Saved entries:
==============================

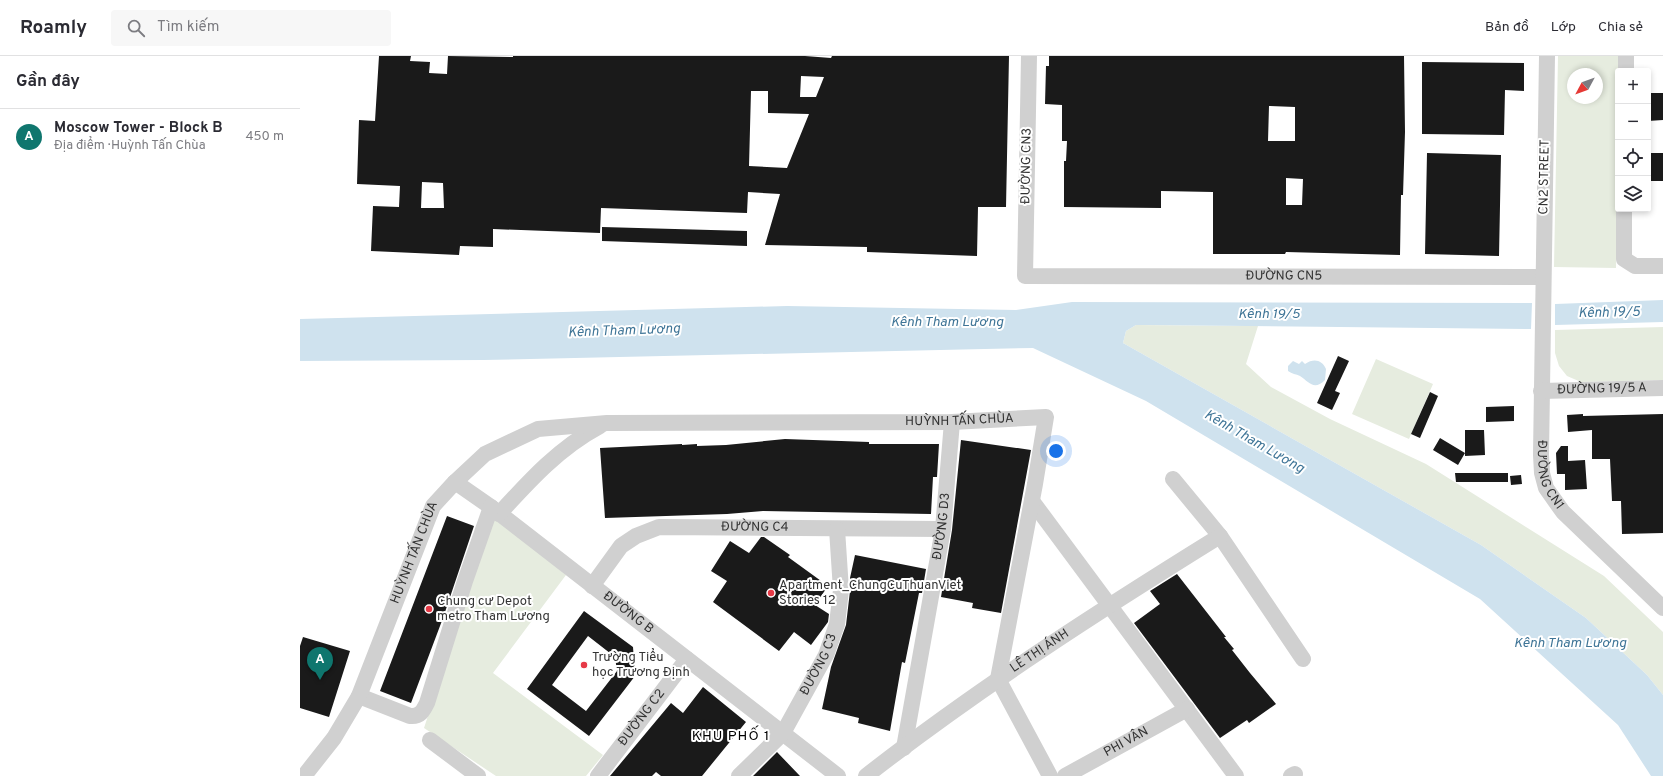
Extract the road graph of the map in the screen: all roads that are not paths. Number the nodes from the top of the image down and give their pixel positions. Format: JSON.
{"nodes":[{"id":1,"x":1029,"y":56,"type":"edge"},
{"id":2,"x":1547,"y":56,"type":"edge"},
{"id":3,"x":1626,"y":56,"type":"edge"},
{"id":4,"x":1626,"y":68,"type":"edge"},
{"id":5,"x":1624,"y":212,"type":"edge"},
{"id":6,"x":1663,"y":266,"type":"edge"},
{"id":7,"x":1025,"y":276,"type":"joint"},
{"id":8,"x":1543,"y":277,"type":"junction"},
{"id":9,"x":1542,"y":298,"type":"joint"},
{"id":10,"x":1663,"y":388,"type":"edge"},
{"id":11,"x":1540,"y":391,"type":"junction"},
{"id":12,"x":952,"y":422,"type":"junction"},
{"id":13,"x":607,"y":423,"type":"junction"},
{"id":14,"x":1173,"y":479,"type":"dead end"},
{"id":15,"x":455,"y":482,"type":"junction"},
{"id":16,"x":1032,"y":502,"type":"junction"},
{"id":17,"x":495,"y":510,"type":"junction"},
{"id":18,"x":837,"y":529,"type":"junction"},
{"id":19,"x":943,"y":530,"type":"junction"},
{"id":20,"x":1220,"y":536,"type":"junction"},
{"id":21,"x":592,"y":586,"type":"junction"},
{"id":22,"x":1110,"y":604,"type":"junction"},
{"id":23,"x":1663,"y":608,"type":"edge"},
{"id":24,"x":687,"y":659,"type":"junction"},
{"id":25,"x":1303,"y":659,"type":"dead end"},
{"id":26,"x":998,"y":679,"type":"junction"},
{"id":27,"x":359,"y":696,"type":"junction"},
{"id":28,"x":1187,"y":709,"type":"junction"},
{"id":29,"x":783,"y":733,"type":"junction"},
{"id":30,"x":430,"y":740,"type":"dead end"},
{"id":31,"x":904,"y":748,"type":"junction"},
{"id":32,"x":872,"y":774,"type":"edge"},
{"id":33,"x":304,"y":776,"type":"edge"},
{"id":34,"x":478,"y":776,"type":"edge"},
{"id":35,"x":598,"y":776,"type":"edge"},
{"id":36,"x":739,"y":776,"type":"edge"},
{"id":37,"x":838,"y":776,"type":"edge"},
{"id":38,"x":1050,"y":776,"type":"edge"},
{"id":39,"x":1065,"y":776,"type":"edge"},
{"id":40,"x":1236,"y":776,"type":"edge"}],
"edges":[{"from":1,"to":7,"type":"street","name":"ĐƯỜNG CN3"},
{"from":2,"to":8,"type":"street","name":"CN2 STREET"},
{"from":3,"to":4,"type":"street"},
{"from":5,"to":6,"type":"street"},
{"from":7,"to":8,"type":"street","name":"ĐƯỜNG CN5"},
{"from":8,"to":9,"type":"street","name":"CN2 STREET"},
{"from":9,"to":11,"type":"street","name":"ĐƯỜNG CN1"},
{"from":10,"to":11,"type":"street","name":"ĐƯỜNG 19/5 A"},
{"from":11,"to":23,"type":"street","name":"ĐƯỜNG CN1"},
{"from":12,"to":13,"type":"street","name":"HUỲNH TẤN CHÙA"},
{"from":12,"to":16,"type":"street","name":"HUỲNH TẤN CHÙA"},
{"from":12,"to":19,"type":"street","name":"ĐƯỜNG D3"},
{"from":13,"to":15,"type":"street","name":"HUỲNH TẤN CHÙA"},
{"from":13,"to":17,"type":"street","name":"HUỲNH TẤN CHÙA"},
{"from":14,"to":20,"type":"street"},
{"from":15,"to":17,"type":"street","name":"ĐƯỜNG B"},
{"from":15,"to":27,"type":"street","name":"HUỲNH TẤN CHÙA"},
{"from":16,"to":22,"type":"street"},
{"from":16,"to":26,"type":"street","name":"HUỲNH TẤN CHÙA"},
{"from":17,"to":21,"type":"street","name":"ĐƯỜNG B"},
{"from":17,"to":27,"type":"street"},
{"from":18,"to":19,"type":"street","name":"ĐƯỜNG C4"},
{"from":18,"to":21,"type":"street","name":"ĐƯỜNG C4"},
{"from":18,"to":29,"type":"street","name":"ĐƯỜNG C3"},
{"from":19,"to":31,"type":"street","name":"ĐƯỜNG D3"},
{"from":20,"to":22,"type":"street","name":"LÊ THỊ ÁNH"},
{"from":20,"to":25,"type":"street"},
{"from":21,"to":24,"type":"street","name":"ĐƯỜNG B"},
{"from":22,"to":26,"type":"street","name":"LÊ THỊ ÁNH"},
{"from":22,"to":28,"type":"street"},
{"from":24,"to":29,"type":"street","name":"ĐƯỜNG B"},
{"from":24,"to":35,"type":"street","name":"ĐƯỜNG C2"},
{"from":26,"to":31,"type":"street","name":"LÊ THỊ ÁNH"},
{"from":26,"to":38,"type":"street"},
{"from":27,"to":33,"type":"street","name":"HUỲNH TẤN CHÙA"},
{"from":28,"to":39,"type":"street","name":"PHI VÂN"},
{"from":28,"to":40,"type":"street"},
{"from":29,"to":36,"type":"street","name":"ĐƯỜNG C3"},
{"from":29,"to":37,"type":"street","name":"ĐƯỜNG B"},
{"from":30,"to":34,"type":"street"},
{"from":31,"to":32,"type":"street","name":"LÊ THỊ ÁNH"}]}
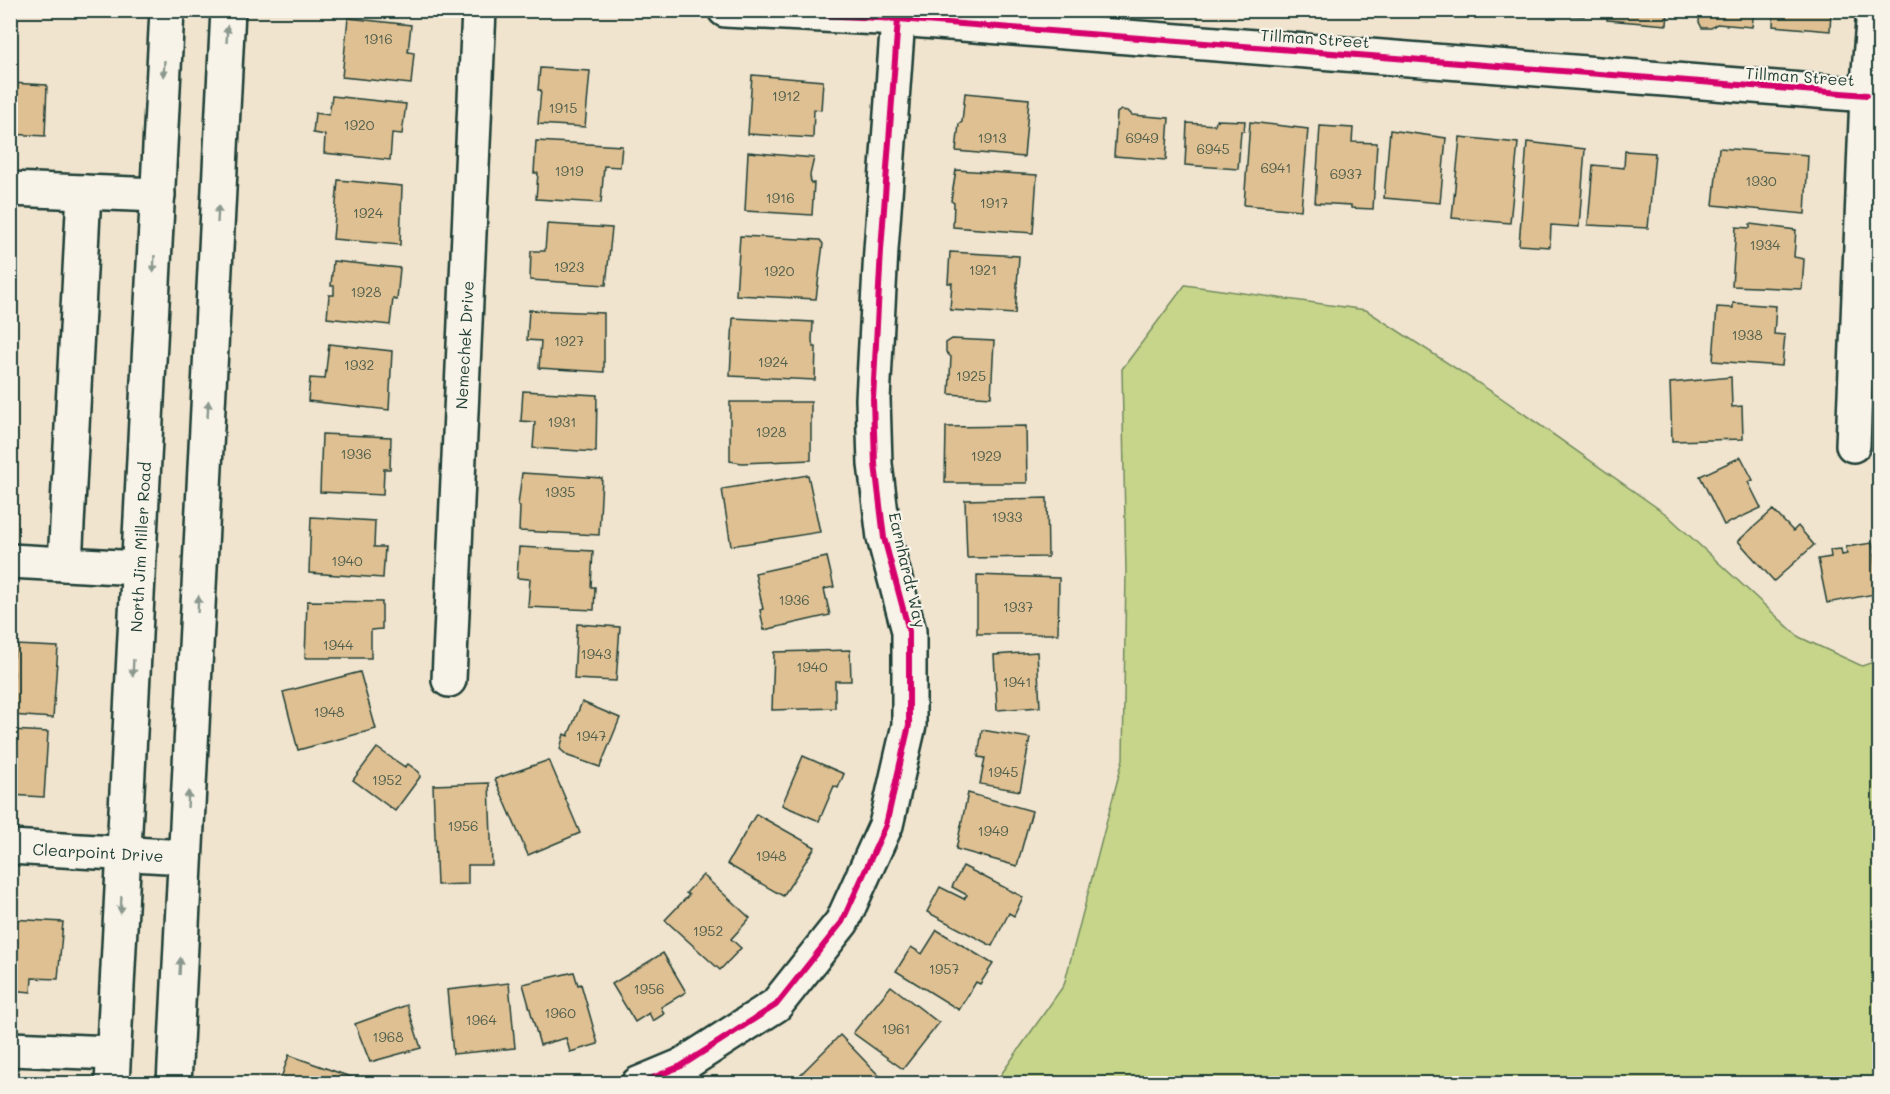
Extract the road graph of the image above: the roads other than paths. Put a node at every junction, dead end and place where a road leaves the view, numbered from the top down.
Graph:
1 (167, 10) edge
2 (228, 10) edge
3 (479, 10) edge
4 (725, 10) edge
5 (1874, 10) edge
6 (898, 19) junction
7 (1867, 94) junction
8 (10, 189) edge
9 (84, 192) junction
10 (158, 195) junction
11 (1853, 445) dead end
12 (10, 561) edge
13 (65, 564) junction
14 (138, 568) junction
15 (449, 680) dead end
16 (10, 847) edge
17 (124, 854) junction
18 (185, 857) junction
19 (10, 1049) edge
20 (113, 1068) edge
21 (174, 1083) edge
22 (638, 1083) edge

1 -> 10 street, North Jim Miller Road
18 -> 2 street
3 - 15 street, Nemechek Drive
4 - 6 street, Tillman Street
5 - 7 street
6 - 7 street, Tillman Street
6 - 22 street, Earnhardt Way
7 - 11 street
8 - 9 street
9 - 10 street
9 - 13 street
10 -> 14 street, North Jim Miller Road
12 - 13 street
13 - 14 street
14 -> 17 street, North Jim Miller Road
16 - 17 street, Clearpoint Drive
17 - 18 street, Clearpoint Drive
17 -> 20 street, North Jim Miller Road
21 -> 18 street
19 - 20 street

==============================

* _What you are asked to do_: Above are the records. Identify each line that contains the word "Extract".

* _Worked solution_:
Extract the road graph of the map in the screen: all roads that are not paths. Number the nodes from the top of the image down and give their pixel positions. Format: JSON.
Extract the road graph of the image above: the roads other than paths. Put a node at every junction, dead end and place where a road leaves the view, numbered from the top down.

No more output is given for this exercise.